From the 1976 album Homowo.

Accra, Ghana


Originally a 1976 Nigerian album, this one was re-issued in 2012 on the Superfly label. From the official Bandcamp page

Ghanaian band Basa Basa Soundz started out as one of the house bands in Accra's legendary club the Napoleon in the early '70s. With the assistance of Fela Kuti they recorded two albums in Nigeria before reinventing themselves as Basa Basa Experience, teaming up with South African producer and multi-instrumentalist Themba 'T-fire' Matembese to record their final album, Together We Win aka Homowo.

Aquarium Drunkard says: 

"In some parts of West Africa, the appearance of twins is considered a harbinger of blessings to come.
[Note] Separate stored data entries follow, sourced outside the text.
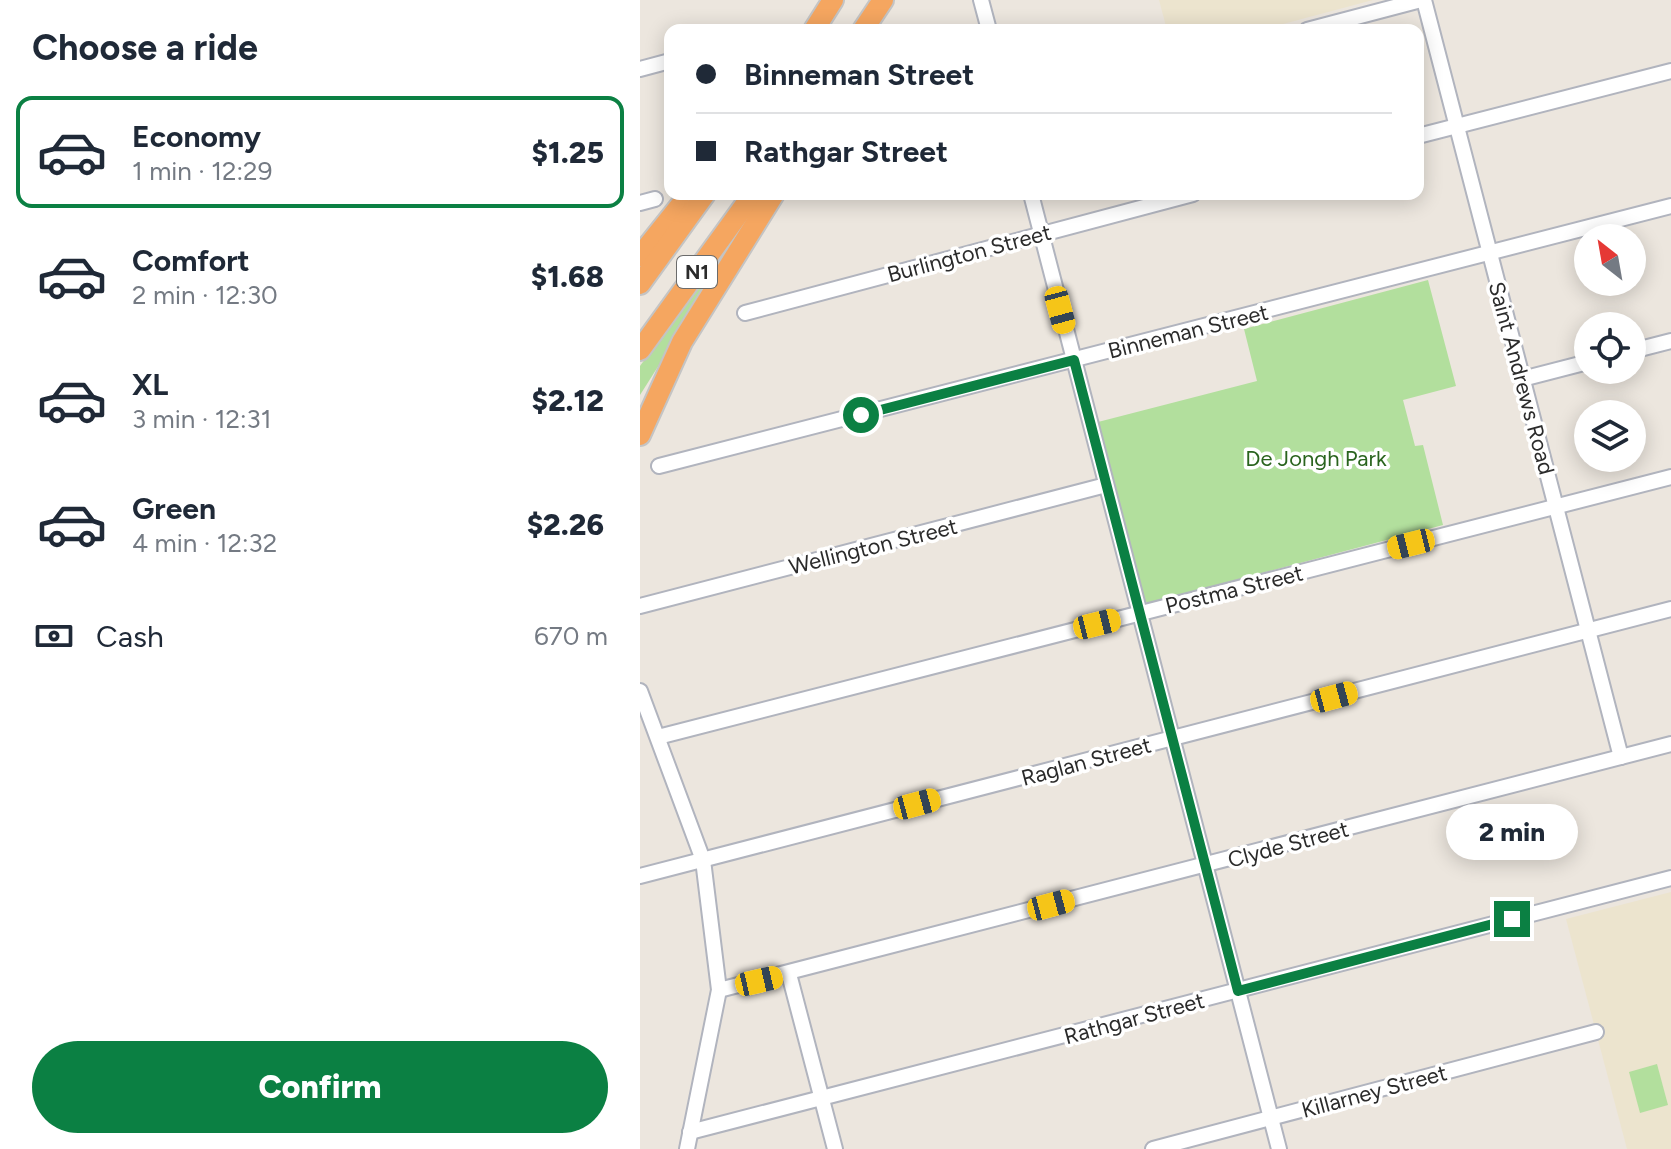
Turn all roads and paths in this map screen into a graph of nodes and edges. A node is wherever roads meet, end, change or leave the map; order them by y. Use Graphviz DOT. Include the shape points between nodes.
graph roads {
  1 [pos="833,0"];
  2 [pos="883,0"];
  3 [pos="889,0"];
  4 [pos="981,0"];
  5 [pos="1422,0"];
  6 [pos="818,24"];
  7 [pos="867,24"];
  8 [pos="875,24"];
  9 [pos="987,24"];
  10 [pos="1330,24"];
  11 [pos="664,63"];
  12 [pos="640,69"];
  13 [pos="1671,71"];
  14 [pos="1456,126"];
  15 [pos="1424,134"];
  16 [pos="684,200"];
  17 [pos="701,200"];
  18 [pos="749,200"];
  19 [pos="770,200"];
  20 [pos="1033,200"];
  21 [pos="1170,200"];
  22 [pos="1671,206"];
  23 [pos="1041,233"];
  24 [pos="1490,252"];
  25 [pos="640,256"];
  26 [pos="640,284"];
  27 [pos="745,313"];
  28 [pos="1671,341"];
  29 [pos="1646,347"];
  30 [pos="640,350"];
  31 [pos="1074,360"];
  32 [pos="1574,366"];
  33 [pos="1522,379"];
  34 [pos="640,435"];
  35 [pos="659,466"];
  36 [pos="1671,477"];
  37 [pos="1106,485"];
  38 [pos="1555,506"];
  39 [pos="640,606"];
  40 [pos="1671,609"];
  41 [pos="1139,614"];
  42 [pos="1588,630"];
  43 [pos="640,691"];
  44 [pos="658,737"];
  45 [pos="1172,738"];
  46 [pos="1671,744"];
  47 [pos="1621,757"];
  48 [pos="697,844"];
  49 [pos="703,860"];
  50 [pos="1206,865"];
  51 [pos="673,867"];
  52 [pos="640,876"];
  53 [pos="1671,878"];
  54 [pos="789,974"];
  55 [pos="719,990"];
  56 [pos="1238,991"];
  57 [pos="1596,1032"];
  58 [pos="822,1099"];
  59 [pos="1271,1118"];
  60 [pos="690,1132"];
  61 [pos="687,1149"];
  62 [pos="835,1149"];
  63 [pos="1153,1149"];
  64 [pos="1279,1149"];
  1 -- 6 [label="highway"];
  2 -- 7 [label="highway"];
  3 -- 8 [label="highway"];
  4 -- 9 [label="street"];
  5 -- 10 [label="street"];
  5 -- 14 [label="street, Saint Andrews Road"];
  11 -- 12 [label="street"];
  13 -- 14 [label="street"];
  14 -- 15 [label="street"];
  14 -- 24 [label="street, Saint Andrews Road"];
  16 -- 25 [label="highway"];
  17 -- 26 [label="highway, N1"];
  18 -- 30 [label="highway, N1"];
  19 -- 34 [label="highway" via="682,342"];
  20 -- 23 [label="street"];
  21 -- 23 [label="street, Burlington Street"];
  22 -- 24 [label="street, Binneman Street"];
  23 -- 27 [label="street, Burlington Street"];
  23 -- 31 [label="street"];
  24 -- 31 [label="street, Binneman Street"];
  24 -- 33 [label="street, Saint Andrews Road"];
  28 -- 29 [label="street"];
  31 -- 35 [label="street, Binneman Street"];
  31 -- 37 [label="street"];
  32 -- 33 [label="street"];
  33 -- 38 [label="street, Saint Andrews Road"];
  36 -- 38 [label="street, Postma Street"];
  37 -- 39 [label="street, Wellington Street"];
  37 -- 41 [label="street"];
  38 -- 41 [label="street, Postma Street"];
  38 -- 42 [label="street, Saint Andrews Road"];
  40 -- 42 [label="street, Raglan Street"];
  41 -- 44 [label="street, Postma Street"];
  41 -- 45 [label="street"];
  42 -- 45 [label="street, Raglan Street"];
  42 -- 47 [label="street, Saint Andrews Road"];
  43 -- 44 [label="street"];
  44 -- 48 [label="street"];
  45 -- 49 [label="street, Raglan Street"];
  45 -- 50 [label="street"];
  46 -- 47 [label="street, Clyde Street"];
  47 -- 50 [label="street, Clyde Street"];
  48 -- 49 [label="street"];
  48 -- 51 [label="street"];
  49 -- 51 [label="street, Raglan Street"];
  49 -- 55 [label="street"];
  50 -- 54 [label="street, Clyde Street"];
  50 -- 56 [label="street"];
  51 -- 52 [label="street, Raglan Street"];
  53 -- 56 [label="street, Rathgar Street"];
  54 -- 55 [label="street, Clyde Street"];
  54 -- 58 [label="street"];
  55 -- 60 [label="street"];
  56 -- 58 [label="street, Rathgar Street"];
  56 -- 59 [label="street"];
  57 -- 59 [label="street, Killarney Street"];
  58 -- 60 [label="street, Rathgar Street"];
  58 -- 62 [label="street"];
  59 -- 63 [label="street, Killarney Street"];
  59 -- 64 [label="street"];
  60 -- 61 [label="street"];
}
And when Fela Kuti, who had already installed statues of twins on the altar at the Shrine, met the brothers Joe and John Nyaku, he may have sensed the glow of their own future pulsing backwards through time. Or maybe he was simply being a good host when he bowed and declared, “Dear twins! We are honored to welcome you.”
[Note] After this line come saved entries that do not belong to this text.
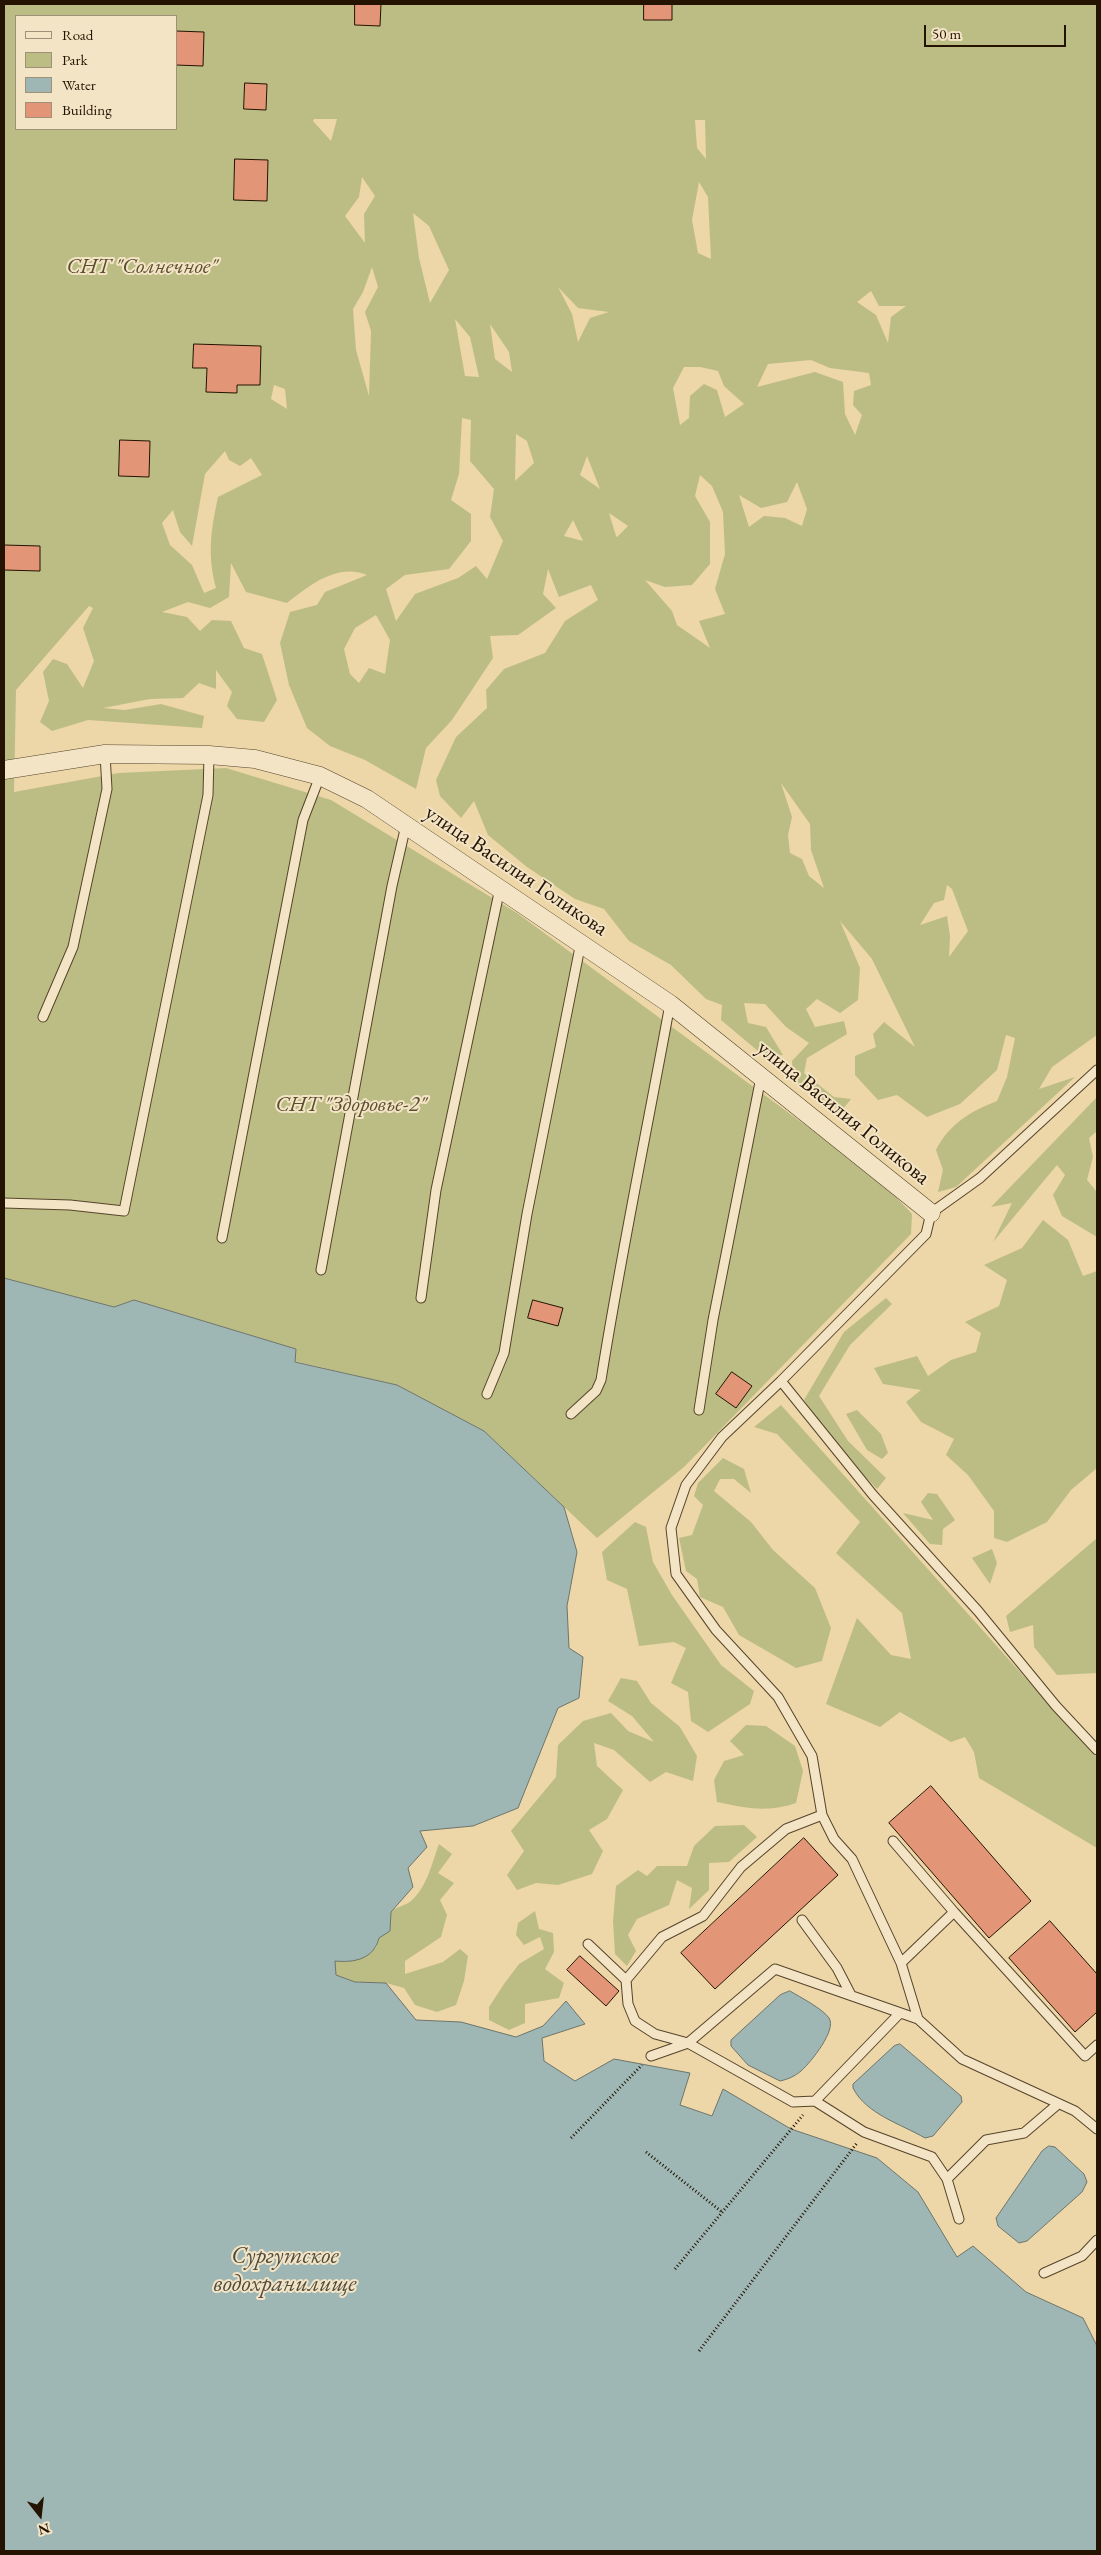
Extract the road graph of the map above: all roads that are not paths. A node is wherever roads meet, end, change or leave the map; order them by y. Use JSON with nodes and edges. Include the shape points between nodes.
{"nodes":[{"id":1,"x":105,"y":754,"type":"junction"},
{"id":2,"x":209,"y":755,"type":"junction"},
{"id":3,"x":4,"y":770,"type":"edge"},
{"id":4,"x":320,"y":776,"type":"junction"},
{"id":5,"x":406,"y":824,"type":"junction"},
{"id":6,"x":500,"y":888,"type":"junction"},
{"id":7,"x":581,"y":942,"type":"junction"},
{"id":8,"x":670,"y":1004,"type":"junction"},
{"id":9,"x":43,"y":1017,"type":"dead end"},
{"id":10,"x":1097,"y":1070,"type":"edge"},
{"id":11,"x":761,"y":1076,"type":"junction"},
{"id":12,"x":4,"y":1203,"type":"edge"},
{"id":13,"x":931,"y":1214,"type":"junction"},
{"id":14,"x":222,"y":1238,"type":"dead end"},
{"id":15,"x":321,"y":1270,"type":"dead end"},
{"id":16,"x":421,"y":1298,"type":"dead end"},
{"id":17,"x":781,"y":1381,"type":"junction"},
{"id":18,"x":487,"y":1394,"type":"dead end"},
{"id":19,"x":699,"y":1410,"type":"dead end"},
{"id":20,"x":571,"y":1414,"type":"dead end"},
{"id":21,"x":1097,"y":1750,"type":"edge"},
{"id":22,"x":822,"y":1815,"type":"junction"},
{"id":23,"x":893,"y":1841,"type":"dead end"},
{"id":24,"x":954,"y":1912,"type":"junction"},
{"id":25,"x":802,"y":1920,"type":"dead end"},
{"id":26,"x":588,"y":1944,"type":"dead end"},
{"id":27,"x":901,"y":1963,"type":"junction"},
{"id":28,"x":626,"y":1980,"type":"junction"},
{"id":29,"x":851,"y":1995,"type":"junction"},
{"id":30,"x":900,"y":2013,"type":"junction"},
{"id":31,"x":918,"y":2019,"type":"junction"},
{"id":32,"x":688,"y":2043,"type":"junction"},
{"id":33,"x":1097,"y":2045,"type":"edge"},
{"id":34,"x":651,"y":2056,"type":"road end"},
{"id":35,"x":815,"y":2101,"type":"junction"},
{"id":36,"x":1058,"y":2104,"type":"junction"},
{"id":37,"x":1097,"y":2129,"type":"edge"},
{"id":38,"x":947,"y":2179,"type":"junction"},
{"id":39,"x":959,"y":2219,"type":"dead end"},
{"id":40,"x":1097,"y":2240,"type":"edge"},
{"id":41,"x":1044,"y":2273,"type":"dead end"}],
"edges":[{"from":1,"to":2,"type":"street","name":"улица Василия Голикова"},
{"from":1,"to":3,"type":"street","name":"улица Василия Голикова"},
{"from":1,"to":9,"type":"lane","via":[[107,789],[74,947]]},
{"from":2,"to":4,"type":"street","name":"улица Василия Голикова","via":[[255,759]]},
{"from":2,"to":12,"type":"lane","via":[[208,794],[124,1211]]},
{"from":4,"to":5,"type":"street","name":"улица Василия Голикова","via":[[367,799]]},
{"from":4,"to":14,"type":"lane","via":[[303,820]]},
{"from":5,"to":6,"type":"street","name":"улица Василия Голикова"},
{"from":5,"to":15,"type":"lane"},
{"from":6,"to":7,"type":"street","name":"улица Василия Голикова"},
{"from":6,"to":16,"type":"lane","via":[[436,1190]]},
{"from":7,"to":8,"type":"street","name":"улица Василия Голикова"},
{"from":7,"to":18,"type":"lane","via":[[527,1214],[504,1353]]},
{"from":8,"to":11,"type":"street","name":"улица Василия Голикова"},
{"from":8,"to":20,"type":"lane","via":[[618,1268],[601,1380],[596,1390]]},
{"from":10,"to":13,"type":"lane","via":[[980,1178]]},
{"from":11,"to":13,"type":"street","name":"улица Василия Голикова"},
{"from":11,"to":19,"type":"lane","via":[[713,1320]]},
{"from":13,"to":17,"type":"lane","via":[[926,1234]]},
{"from":17,"to":21,"type":"lane","via":[[873,1495]]},
{"from":17,"to":22,"type":"lane","via":[[722,1437],[686,1485],[671,1528],[676,1574],[716,1630],[778,1697],[812,1756]]},
{"from":22,"to":27,"type":"lane","via":[[834,1839],[852,1859]]},
{"from":22,"to":28,"type":"lane","via":[[786,1829],[741,1867],[703,1916],[662,1937]]},
{"from":23,"to":24,"type":"lane"},
{"from":24,"to":27,"type":"lane"},
{"from":24,"to":33,"type":"lane","via":[[1085,2056]]},
{"from":25,"to":29,"type":"lane","via":[[838,1968]]},
{"from":26,"to":28,"type":"lane"},
{"from":27,"to":31,"type":"lane"},
{"from":28,"to":32,"type":"lane","via":[[628,2004],[635,2021],[655,2034]]},
{"from":29,"to":30,"type":"lane"},
{"from":29,"to":32,"type":"lane","via":[[774,1968]]},
{"from":30,"to":31,"type":"lane"},
{"from":30,"to":35,"type":"lane"},
{"from":31,"to":36,"type":"lane","via":[[962,2060]]},
{"from":32,"to":34,"type":"lane"},
{"from":32,"to":35,"type":"lane","via":[[793,2102]]},
{"from":35,"to":38,"type":"lane","via":[[864,2132],[932,2158]]},
{"from":36,"to":37,"type":"lane","via":[[1075,2111]]},
{"from":36,"to":38,"type":"lane","via":[[1024,2133],[986,2140]]},
{"from":38,"to":39,"type":"lane"},
{"from":40,"to":41,"type":"lane","via":[[1082,2256]]}]}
"The Nyukus had already made a name for themselves in their hometown of Accra, Ghana, playing at the legendary Napoleon Club, and under Fela’s tutelage, they’d record a pair of records under the name Basa Basa Soundz in Lagos (the first of which, confusingly, only received wide release in the US). Following a split with their manager, the twins regrouped, dropped the “Soundz,” and began working with Themba Matabese, a musical polymath who was splitting time between London and Lagos and had the facility with sound to prove it."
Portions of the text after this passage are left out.